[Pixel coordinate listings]
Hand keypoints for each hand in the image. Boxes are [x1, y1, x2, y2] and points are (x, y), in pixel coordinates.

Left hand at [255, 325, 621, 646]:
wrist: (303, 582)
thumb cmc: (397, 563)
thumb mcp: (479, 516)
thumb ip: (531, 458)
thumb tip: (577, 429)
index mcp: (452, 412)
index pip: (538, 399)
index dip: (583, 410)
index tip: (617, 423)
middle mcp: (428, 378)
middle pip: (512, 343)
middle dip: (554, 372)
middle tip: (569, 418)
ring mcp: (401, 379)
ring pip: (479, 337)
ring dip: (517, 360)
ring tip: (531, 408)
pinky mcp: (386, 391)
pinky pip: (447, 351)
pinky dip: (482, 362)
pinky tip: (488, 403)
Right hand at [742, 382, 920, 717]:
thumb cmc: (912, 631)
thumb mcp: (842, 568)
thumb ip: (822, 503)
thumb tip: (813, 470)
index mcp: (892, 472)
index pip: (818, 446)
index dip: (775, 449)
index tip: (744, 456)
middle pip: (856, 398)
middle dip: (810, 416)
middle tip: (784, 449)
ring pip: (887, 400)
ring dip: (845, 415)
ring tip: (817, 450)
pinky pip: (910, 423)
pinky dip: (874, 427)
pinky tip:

- [WORK TO BE COMPLETED] What you give back should be the lines from the one with "index mcp: (892, 472)" to the end of the data, copied exactly, both ends included.

- [RESPONSE TO THIS EXERCISE]
index mcp: (892, 472)
index pip: (818, 446)
index dip: (775, 449)
index tip: (744, 456)
middle pip: (856, 398)
middle dip: (810, 416)
middle tip: (784, 449)
ring pip: (887, 400)
ring dip: (845, 415)
ring tip: (817, 450)
pinky pip: (910, 423)
pinky dip: (874, 427)
pinky tip:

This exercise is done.